Los periodistas no salían de su asombro: “Qué lindo es ver a la gente de Colón y de Unión juntos”, decía Martín Souto.

Claro, la fiesta no iba a ser completa: iban a aparecer algunos hechos de violencia graves, pero aislados, que no deben empañar el gesto de la gente celebrando con sus banderas y sus camisetas, aunque sean de distintos colores. Ese día, la policía tuvo que intervenir por disturbios que se produjeron en El Pozo.

El Pozo es un lugar muy particular de Santa Fe. El origen del barrio se remonta a un paraje que pertenecía al Ferrocarril Francés.

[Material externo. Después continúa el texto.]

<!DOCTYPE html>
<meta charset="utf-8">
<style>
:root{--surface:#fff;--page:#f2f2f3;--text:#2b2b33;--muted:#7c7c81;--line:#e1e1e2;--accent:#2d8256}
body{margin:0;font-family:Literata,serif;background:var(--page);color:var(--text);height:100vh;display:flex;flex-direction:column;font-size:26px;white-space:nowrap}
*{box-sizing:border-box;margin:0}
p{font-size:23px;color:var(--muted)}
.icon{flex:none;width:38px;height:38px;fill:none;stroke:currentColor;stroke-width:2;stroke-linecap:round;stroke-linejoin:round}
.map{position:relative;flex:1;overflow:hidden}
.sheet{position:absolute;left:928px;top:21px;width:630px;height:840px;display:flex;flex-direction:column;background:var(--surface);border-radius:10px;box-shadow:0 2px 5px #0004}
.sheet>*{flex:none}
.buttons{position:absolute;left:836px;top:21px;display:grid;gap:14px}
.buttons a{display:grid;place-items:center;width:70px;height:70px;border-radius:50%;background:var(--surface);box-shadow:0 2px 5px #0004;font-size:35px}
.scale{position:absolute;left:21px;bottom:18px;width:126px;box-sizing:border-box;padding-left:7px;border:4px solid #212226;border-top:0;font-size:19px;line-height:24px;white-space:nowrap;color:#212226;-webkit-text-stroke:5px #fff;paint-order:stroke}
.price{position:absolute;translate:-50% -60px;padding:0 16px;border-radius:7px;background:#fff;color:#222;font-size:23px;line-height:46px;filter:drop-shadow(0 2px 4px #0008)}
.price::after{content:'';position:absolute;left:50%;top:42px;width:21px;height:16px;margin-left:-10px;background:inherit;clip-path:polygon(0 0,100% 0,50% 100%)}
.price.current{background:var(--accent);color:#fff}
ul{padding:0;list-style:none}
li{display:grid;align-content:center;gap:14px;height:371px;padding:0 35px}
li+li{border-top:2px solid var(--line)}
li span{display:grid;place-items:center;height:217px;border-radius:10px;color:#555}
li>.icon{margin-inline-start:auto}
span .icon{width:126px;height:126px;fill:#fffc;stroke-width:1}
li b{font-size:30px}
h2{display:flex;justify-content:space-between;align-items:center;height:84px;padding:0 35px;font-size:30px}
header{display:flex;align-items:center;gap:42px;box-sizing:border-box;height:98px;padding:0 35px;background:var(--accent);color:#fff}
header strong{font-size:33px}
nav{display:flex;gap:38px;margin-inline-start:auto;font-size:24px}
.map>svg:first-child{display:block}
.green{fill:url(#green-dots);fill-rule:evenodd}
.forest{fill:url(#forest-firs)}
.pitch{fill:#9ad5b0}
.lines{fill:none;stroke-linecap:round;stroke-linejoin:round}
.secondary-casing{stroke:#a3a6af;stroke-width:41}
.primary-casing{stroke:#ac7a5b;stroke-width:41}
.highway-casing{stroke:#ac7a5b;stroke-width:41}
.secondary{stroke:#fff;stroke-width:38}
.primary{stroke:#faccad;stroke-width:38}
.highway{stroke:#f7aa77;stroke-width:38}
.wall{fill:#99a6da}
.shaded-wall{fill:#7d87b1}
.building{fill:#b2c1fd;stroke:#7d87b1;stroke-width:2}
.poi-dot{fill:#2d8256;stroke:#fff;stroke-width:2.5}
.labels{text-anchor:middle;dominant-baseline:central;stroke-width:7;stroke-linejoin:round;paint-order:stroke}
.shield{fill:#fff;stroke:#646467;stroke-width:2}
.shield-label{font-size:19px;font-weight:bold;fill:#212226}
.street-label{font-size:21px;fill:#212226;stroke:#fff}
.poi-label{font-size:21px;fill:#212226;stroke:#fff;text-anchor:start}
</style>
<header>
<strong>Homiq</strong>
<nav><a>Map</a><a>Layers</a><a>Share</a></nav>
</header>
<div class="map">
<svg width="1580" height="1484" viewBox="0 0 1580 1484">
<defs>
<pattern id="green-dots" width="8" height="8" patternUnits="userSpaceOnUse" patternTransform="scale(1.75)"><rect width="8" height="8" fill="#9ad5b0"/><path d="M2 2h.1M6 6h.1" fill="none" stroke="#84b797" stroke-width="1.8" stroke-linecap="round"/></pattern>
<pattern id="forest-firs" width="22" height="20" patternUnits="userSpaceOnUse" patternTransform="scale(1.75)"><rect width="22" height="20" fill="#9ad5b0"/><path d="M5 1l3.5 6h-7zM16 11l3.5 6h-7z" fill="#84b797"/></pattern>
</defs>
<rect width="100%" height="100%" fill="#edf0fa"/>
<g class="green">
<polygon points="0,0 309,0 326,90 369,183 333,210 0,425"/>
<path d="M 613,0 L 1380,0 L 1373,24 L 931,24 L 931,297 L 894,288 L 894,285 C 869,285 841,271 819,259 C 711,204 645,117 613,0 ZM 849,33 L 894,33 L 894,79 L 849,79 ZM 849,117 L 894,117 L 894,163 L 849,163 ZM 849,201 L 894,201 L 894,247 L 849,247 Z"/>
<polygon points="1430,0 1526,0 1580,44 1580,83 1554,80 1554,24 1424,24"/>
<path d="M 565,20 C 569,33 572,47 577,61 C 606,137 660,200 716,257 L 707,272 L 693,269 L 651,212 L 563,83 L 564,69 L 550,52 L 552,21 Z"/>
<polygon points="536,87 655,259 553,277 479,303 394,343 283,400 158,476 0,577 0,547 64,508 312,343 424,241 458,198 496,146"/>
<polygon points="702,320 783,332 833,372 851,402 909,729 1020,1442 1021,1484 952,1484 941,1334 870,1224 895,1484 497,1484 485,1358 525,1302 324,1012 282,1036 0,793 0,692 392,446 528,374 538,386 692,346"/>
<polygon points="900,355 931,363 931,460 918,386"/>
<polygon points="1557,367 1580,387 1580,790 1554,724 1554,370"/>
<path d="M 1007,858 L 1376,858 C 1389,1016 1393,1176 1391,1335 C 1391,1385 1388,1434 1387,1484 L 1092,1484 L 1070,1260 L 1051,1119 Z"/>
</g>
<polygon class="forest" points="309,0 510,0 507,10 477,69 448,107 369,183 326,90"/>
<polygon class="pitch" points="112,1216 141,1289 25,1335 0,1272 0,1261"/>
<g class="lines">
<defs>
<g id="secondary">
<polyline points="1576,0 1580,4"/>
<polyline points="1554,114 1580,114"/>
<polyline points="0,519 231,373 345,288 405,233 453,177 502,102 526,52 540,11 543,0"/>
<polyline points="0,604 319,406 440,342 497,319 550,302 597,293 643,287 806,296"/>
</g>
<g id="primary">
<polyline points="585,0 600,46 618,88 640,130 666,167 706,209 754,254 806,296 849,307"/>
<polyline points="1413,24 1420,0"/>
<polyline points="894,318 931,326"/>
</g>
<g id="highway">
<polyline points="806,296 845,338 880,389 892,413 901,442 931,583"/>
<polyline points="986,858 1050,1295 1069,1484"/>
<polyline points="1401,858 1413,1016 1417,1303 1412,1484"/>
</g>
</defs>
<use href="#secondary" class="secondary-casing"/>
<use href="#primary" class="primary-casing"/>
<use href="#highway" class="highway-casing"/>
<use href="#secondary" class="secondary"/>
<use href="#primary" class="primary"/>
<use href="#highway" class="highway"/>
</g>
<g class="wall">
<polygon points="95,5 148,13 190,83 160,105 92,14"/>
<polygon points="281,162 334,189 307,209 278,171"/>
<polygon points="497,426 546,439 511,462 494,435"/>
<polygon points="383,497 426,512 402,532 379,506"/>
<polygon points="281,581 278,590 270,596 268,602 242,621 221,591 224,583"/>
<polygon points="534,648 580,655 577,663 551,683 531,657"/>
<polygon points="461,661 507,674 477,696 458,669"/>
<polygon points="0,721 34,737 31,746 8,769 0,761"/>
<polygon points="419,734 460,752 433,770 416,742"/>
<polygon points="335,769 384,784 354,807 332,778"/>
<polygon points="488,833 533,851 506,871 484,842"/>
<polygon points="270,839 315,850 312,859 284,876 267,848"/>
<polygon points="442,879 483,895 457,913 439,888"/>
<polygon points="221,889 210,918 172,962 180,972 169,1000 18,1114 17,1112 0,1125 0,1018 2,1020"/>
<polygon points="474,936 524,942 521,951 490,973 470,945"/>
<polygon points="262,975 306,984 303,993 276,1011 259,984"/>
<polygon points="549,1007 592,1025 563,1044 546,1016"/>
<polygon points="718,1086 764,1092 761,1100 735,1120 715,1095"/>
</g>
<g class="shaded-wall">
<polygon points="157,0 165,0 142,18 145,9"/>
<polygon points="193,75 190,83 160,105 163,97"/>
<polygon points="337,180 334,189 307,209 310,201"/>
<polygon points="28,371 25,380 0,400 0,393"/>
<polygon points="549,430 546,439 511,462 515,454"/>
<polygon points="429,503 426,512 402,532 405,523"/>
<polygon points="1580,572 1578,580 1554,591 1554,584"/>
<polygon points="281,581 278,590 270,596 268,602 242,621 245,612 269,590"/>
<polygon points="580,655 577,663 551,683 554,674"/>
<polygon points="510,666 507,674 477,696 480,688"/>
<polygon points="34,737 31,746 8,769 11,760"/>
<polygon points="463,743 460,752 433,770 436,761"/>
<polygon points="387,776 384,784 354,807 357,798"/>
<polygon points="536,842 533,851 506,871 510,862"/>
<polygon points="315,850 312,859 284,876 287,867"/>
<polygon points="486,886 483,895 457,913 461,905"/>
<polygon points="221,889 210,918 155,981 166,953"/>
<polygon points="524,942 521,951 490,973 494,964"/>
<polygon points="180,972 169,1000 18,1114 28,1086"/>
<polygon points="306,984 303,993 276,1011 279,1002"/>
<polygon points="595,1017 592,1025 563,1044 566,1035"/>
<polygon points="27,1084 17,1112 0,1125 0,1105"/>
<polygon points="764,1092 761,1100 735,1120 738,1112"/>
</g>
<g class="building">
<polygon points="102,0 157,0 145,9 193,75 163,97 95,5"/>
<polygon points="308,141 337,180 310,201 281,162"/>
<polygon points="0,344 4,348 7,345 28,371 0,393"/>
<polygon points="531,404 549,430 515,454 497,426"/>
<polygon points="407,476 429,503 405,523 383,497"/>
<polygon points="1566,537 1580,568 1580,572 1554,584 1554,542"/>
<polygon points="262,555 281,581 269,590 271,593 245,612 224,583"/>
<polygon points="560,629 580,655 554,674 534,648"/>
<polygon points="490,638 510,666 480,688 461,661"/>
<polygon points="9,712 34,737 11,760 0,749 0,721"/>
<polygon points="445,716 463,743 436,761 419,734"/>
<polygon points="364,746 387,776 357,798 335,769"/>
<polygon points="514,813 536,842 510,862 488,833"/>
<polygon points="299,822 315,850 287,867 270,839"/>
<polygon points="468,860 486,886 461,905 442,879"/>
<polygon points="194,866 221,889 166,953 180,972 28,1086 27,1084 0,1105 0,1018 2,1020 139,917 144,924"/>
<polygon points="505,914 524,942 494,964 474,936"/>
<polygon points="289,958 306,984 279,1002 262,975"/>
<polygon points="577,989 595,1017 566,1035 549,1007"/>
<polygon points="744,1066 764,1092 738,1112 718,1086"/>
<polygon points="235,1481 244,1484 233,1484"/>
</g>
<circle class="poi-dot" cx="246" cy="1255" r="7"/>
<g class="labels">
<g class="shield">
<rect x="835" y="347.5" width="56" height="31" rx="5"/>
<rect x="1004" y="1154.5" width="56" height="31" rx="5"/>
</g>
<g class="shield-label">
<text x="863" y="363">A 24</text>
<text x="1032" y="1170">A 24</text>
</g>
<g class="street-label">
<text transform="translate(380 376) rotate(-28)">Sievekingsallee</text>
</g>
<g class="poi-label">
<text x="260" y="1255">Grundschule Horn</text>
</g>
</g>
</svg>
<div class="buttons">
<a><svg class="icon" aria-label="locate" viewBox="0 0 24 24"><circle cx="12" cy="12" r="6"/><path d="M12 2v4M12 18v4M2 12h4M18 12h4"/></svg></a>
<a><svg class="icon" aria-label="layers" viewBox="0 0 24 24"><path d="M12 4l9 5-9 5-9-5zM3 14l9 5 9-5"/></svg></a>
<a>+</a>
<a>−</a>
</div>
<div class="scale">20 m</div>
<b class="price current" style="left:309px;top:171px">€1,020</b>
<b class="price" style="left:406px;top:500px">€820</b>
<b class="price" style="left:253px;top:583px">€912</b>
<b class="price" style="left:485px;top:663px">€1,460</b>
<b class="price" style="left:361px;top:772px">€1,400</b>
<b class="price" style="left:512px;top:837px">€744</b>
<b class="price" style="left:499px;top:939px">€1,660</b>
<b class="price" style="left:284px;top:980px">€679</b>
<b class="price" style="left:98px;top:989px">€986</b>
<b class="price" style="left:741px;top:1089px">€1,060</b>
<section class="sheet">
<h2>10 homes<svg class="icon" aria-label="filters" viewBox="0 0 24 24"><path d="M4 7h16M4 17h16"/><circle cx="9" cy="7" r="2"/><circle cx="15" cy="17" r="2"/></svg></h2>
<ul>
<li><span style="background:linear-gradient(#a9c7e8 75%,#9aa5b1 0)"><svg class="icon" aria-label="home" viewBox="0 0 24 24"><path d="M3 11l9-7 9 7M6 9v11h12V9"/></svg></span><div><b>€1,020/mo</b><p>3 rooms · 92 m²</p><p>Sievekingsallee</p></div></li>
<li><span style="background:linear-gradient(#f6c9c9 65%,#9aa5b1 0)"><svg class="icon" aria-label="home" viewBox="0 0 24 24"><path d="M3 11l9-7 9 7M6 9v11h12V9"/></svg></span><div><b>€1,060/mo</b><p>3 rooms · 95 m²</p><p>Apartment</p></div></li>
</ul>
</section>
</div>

Pero su traza, tal como se la conoce hoy, se  comenzó a construir en 1973 para darle viviendas al personal de las fuerzas armadas. Para 1988 comenzaron a ser distribuidas. Por estar separado de la ciudad, en el barrio se respira un ambiente diferente, parecido al de una isla.

Y la costumbre de juntarse en un mismo lugar hinchas de Colón y de Unión, es única en la ciudad. Casi un mes antes, los Tatengues habían celebrado su cumpleaños y luego le tocó a los Sabaleros. Cada uno hizo su celebración en las calles con tranquilidad y cargadas al rival, como indica el folclore del fútbol.

Sobre ese tema volvieron los integrantes de la peña “El pozo es Tatengue”. “Es un barrio con mucha gente de Unión y de Colón pero nos conocemos y nos criamos juntos”, contaron en el programa Unión en tu dial, por FM SOL. Y agregaron: “Los días de partido es taza taza, cada uno por su lado, pero siempre con respeto”.

En un país con las costumbres tan distorsionadas y con un fútbol que, a veces, parece más una religión que un deporte, que haya normalidad asombra. Y lo de los vecinos de El Pozo es eso: un acto de cordura que configura un ejemplo para una sociedad enfermiza.